For Parmalat Group this transaction will offer many important development opportunities, in particular through:

The entry into the U.S. dairy market, which is one of the largest in the world;

The increase in revenues provided by value-added products, such as cheese. Lactalis American Group Inc. is active in “soft and fresh” cheese, currently virtually absent from Parmalat’s portfolio;

The exploitation of opportunities deriving from the export from Canada to the United States of cheddar cheese “Black Diamond” brand with relevant important synergies in costs and revenues;

The stronger competitive position in Latin America with the addition, to the current activities in Colombia e in Venezuela, of access in high growth markets, such as Brazil and Mexico with cheese products manufactured in Canada, the United States and Europe.

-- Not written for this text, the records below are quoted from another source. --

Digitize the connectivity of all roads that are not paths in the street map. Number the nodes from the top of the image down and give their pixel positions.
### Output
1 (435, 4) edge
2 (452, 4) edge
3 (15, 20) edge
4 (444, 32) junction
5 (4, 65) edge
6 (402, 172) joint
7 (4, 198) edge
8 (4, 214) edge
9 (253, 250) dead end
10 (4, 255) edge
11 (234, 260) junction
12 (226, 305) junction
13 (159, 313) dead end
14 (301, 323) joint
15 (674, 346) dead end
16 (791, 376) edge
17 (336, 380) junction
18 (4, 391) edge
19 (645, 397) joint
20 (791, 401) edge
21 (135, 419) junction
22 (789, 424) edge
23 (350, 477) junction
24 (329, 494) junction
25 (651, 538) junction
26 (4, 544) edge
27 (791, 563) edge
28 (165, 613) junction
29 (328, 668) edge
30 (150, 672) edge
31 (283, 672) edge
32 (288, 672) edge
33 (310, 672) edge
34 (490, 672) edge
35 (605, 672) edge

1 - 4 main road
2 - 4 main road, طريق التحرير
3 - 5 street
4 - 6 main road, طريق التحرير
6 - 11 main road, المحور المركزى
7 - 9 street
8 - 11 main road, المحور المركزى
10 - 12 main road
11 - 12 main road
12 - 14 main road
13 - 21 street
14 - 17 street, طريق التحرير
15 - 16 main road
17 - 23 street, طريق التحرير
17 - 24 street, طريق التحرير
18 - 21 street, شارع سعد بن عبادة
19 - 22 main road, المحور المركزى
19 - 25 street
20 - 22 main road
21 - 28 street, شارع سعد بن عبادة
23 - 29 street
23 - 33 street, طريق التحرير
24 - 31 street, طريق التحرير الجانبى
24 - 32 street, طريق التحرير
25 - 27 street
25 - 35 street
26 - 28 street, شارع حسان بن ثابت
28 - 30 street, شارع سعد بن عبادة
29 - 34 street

The acquisition computed on the basis of the enterprise value amounting to $904 million (9.5 times EBITDA forecasted for 2012) which will be adjusted to take into account the cash availability at the date of the end of the month closer to the closing and a price adjustment mechanism based on the EBITDA actually earned. The transaction will be totally financed by its own means and it will be completed within July 2012.

The acquisition approved today constitutes a high material related-party transaction and it has been subject to the favorable opinion provided unanimously by the Internal Control and Corporate Governance Committee, which has jurisdiction over transactions of this type.

The Committee and the Board of Directors relied on the support of Mediobanca, which issues the required fairness opinion.

More information about the transactions will be available in the Information Memorandum that Parmalat will publish within the statutory deadline.